Chronique et écoute : Ron Trent presents “Prescription : Word, Sound & Power”

Extrait de Tsu­gi 99, disponible en kiosque ou à la com­mande ici

Au risque de solil­o­quer, on ne louera jamais assez le rôle de la struc­ture néer­landaise Rush Hour dans l’exhumation de pans entiers de l’histoire de l’électronique nord‐américaine. Après Elbee Bad, The Bur­rell Broth­ers, Vir­go Four, Antho­ny Shake Shakir ou Ken­ny Larkin, Rush Hour se met aujourd’hui au ser­vice de Pre­scrip­tion, l’essentiel label mon­té par Ron Trent et Chez Dami­er en 1993 et qui, en presque six ans d’existence, a peut‐être signé les plus beaux titres de la house de Chica­go.

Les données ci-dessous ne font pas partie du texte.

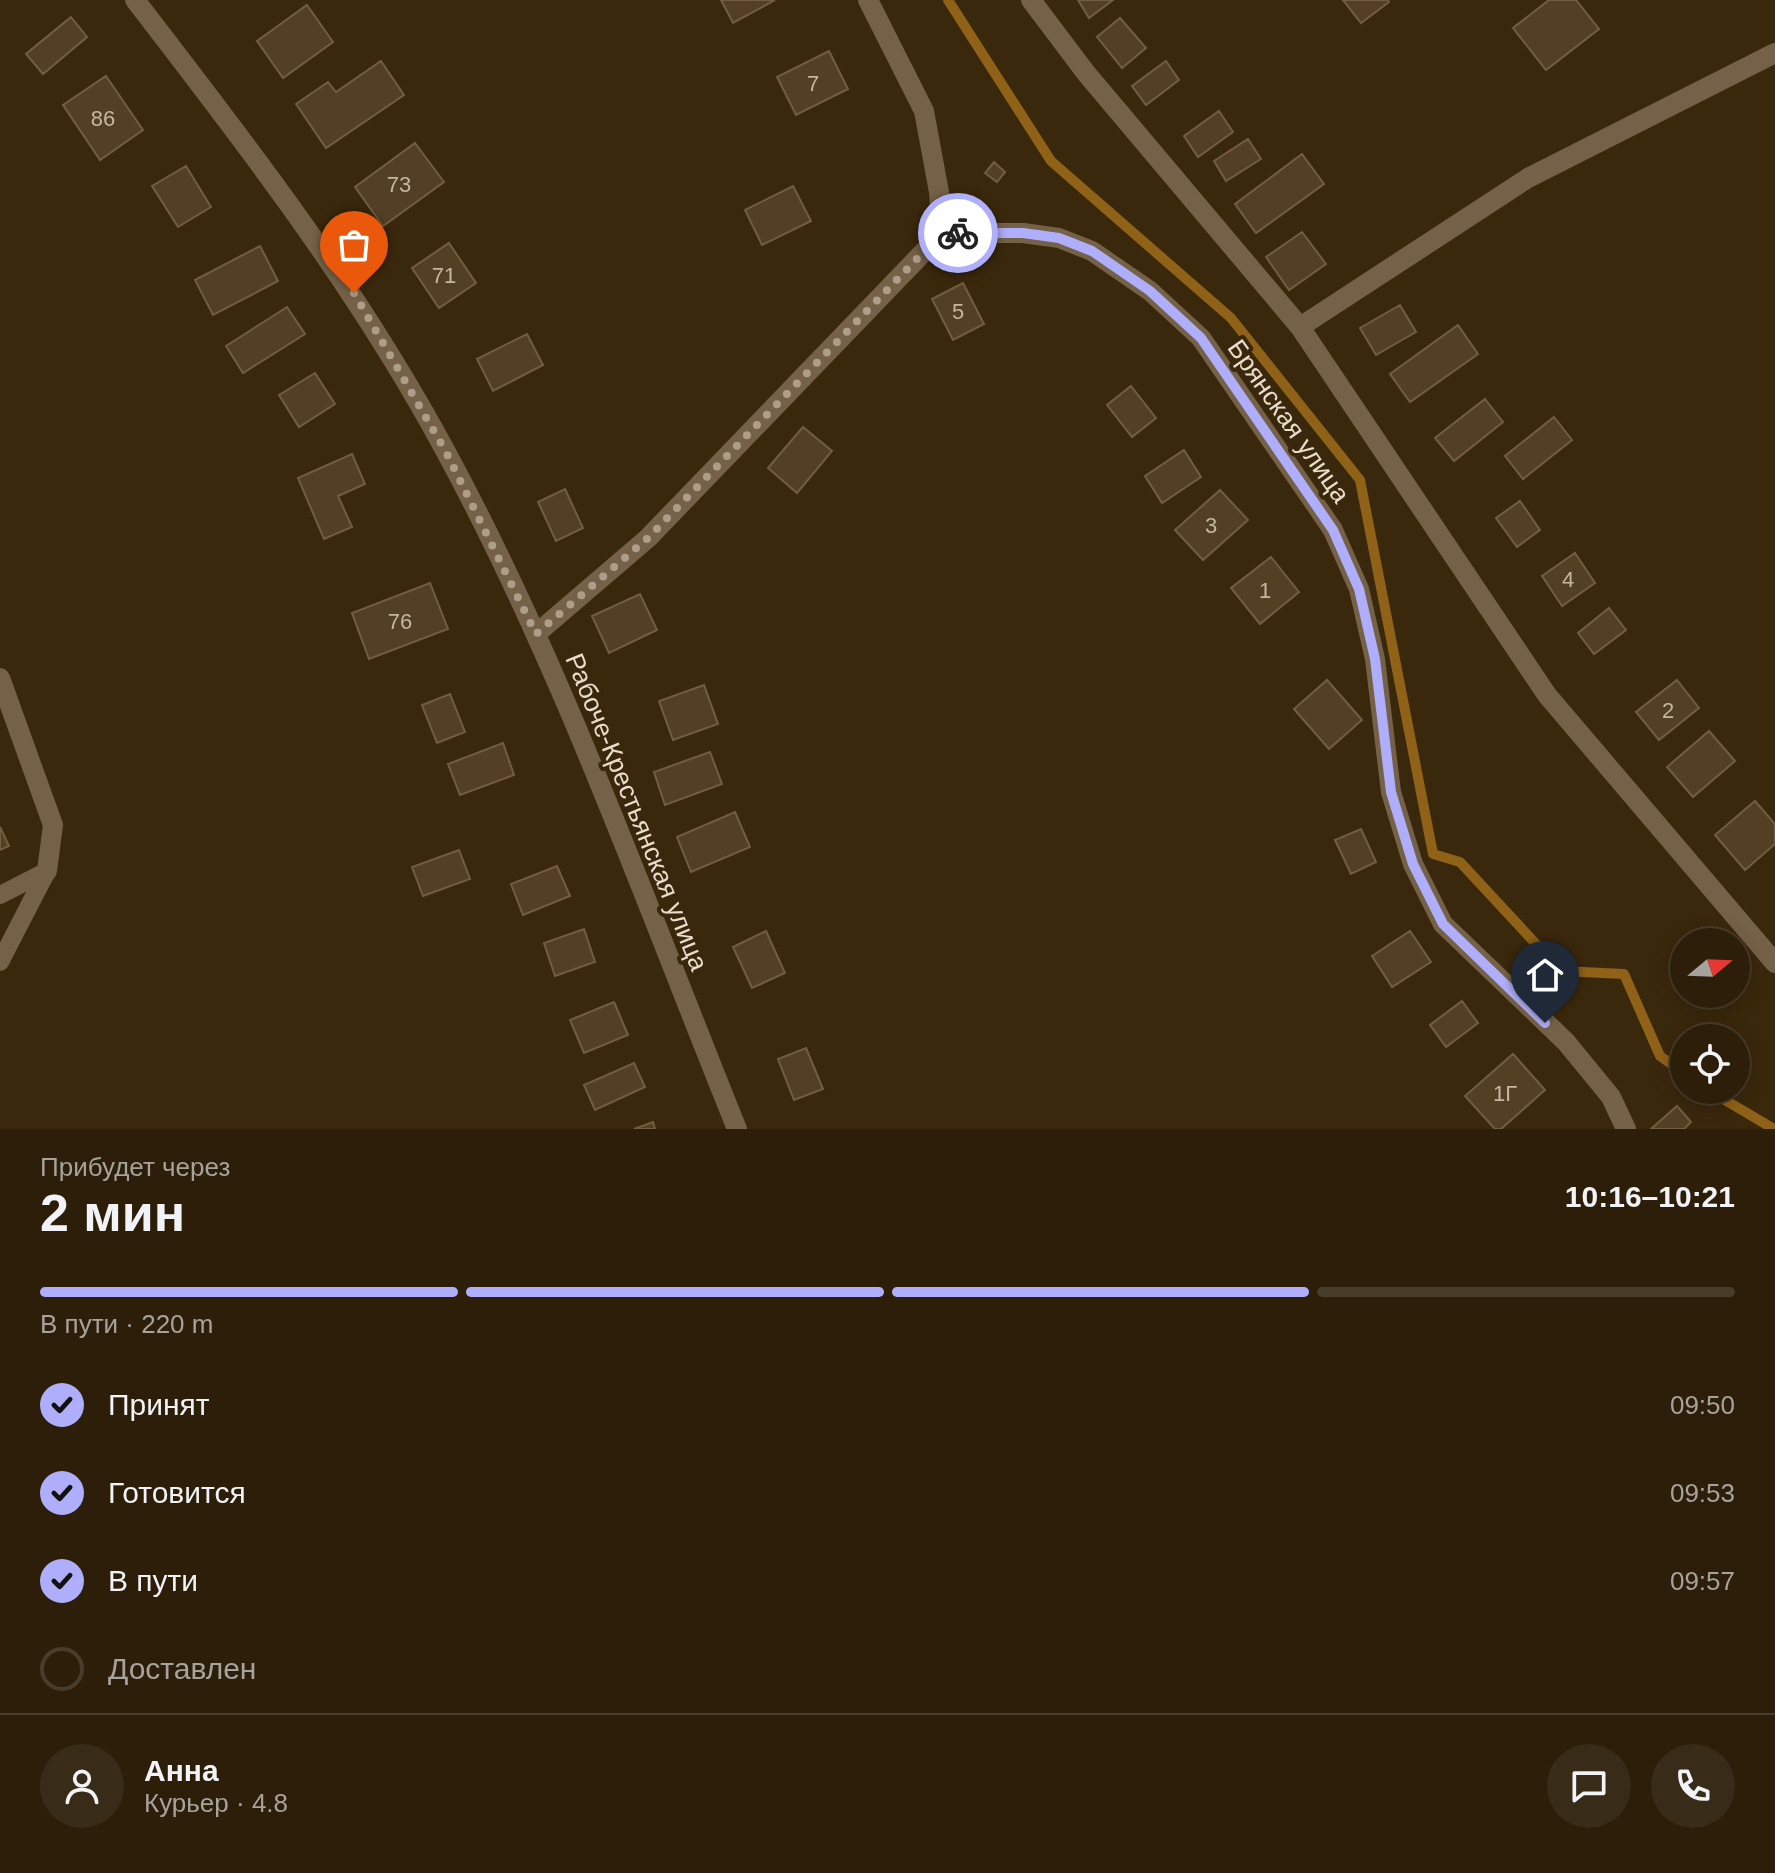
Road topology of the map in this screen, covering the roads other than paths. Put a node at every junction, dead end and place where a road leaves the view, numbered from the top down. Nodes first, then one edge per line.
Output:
1 (135, 0) edge
2 (868, 0) edge
3 (1031, 0) edge
4 (1775, 53) edge
5 (942, 233) junction
6 (1300, 327) junction
7 (536, 634) junction
8 (0, 678) edge
9 (47, 871) junction
10 (0, 895) edge
11 (0, 962) edge
12 (1775, 963) edge
13 (737, 1129) edge
14 (1626, 1129) edge

1 - 7 street, Рабоче-Крестьянская улица
2 - 5 street
3 - 6 street
4 - 6 street
5 - 7 street
5 - 14 street, Брянская улица
6 - 12 street
7 - 13 street, Рабоче-Крестьянская улица
8 - 9 street
9 - 10 lane
9 - 11 lane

Répar­tis sur six vinyles, les vingt‐quatre morceaux se con­cen­trent prin­ci­pale­ment sur les pro­duc­tions de Ron Trent, en solo (et sous ses mul­ti­ples pseu­dos) ou en col­lab­o­ra­tion avec Chez Dami­er (le sub­limis­sime “Some­times I Feel Like”) ou Antho­ny Nichol­son (l’incroyable odyssée de “Night Places Dark­ness Upon The Earth”, sous le nom de Warp Dub Sound Sys­tem), sans jamais répon­dre à la ques­tion qui taraude (et divise) les fans de Ron Trent depuis 20 ans : est‐ce de la house ou de la tech­no ? Qu’importe, Ron Trent et le son de Pre­scrip­tion restent iné­galés.

Ron Trent présents Pre­scrip­tion : Word, Sound & Pow­er (Rush Hour), par Ron Trent, sor­ti le 20 févri­er.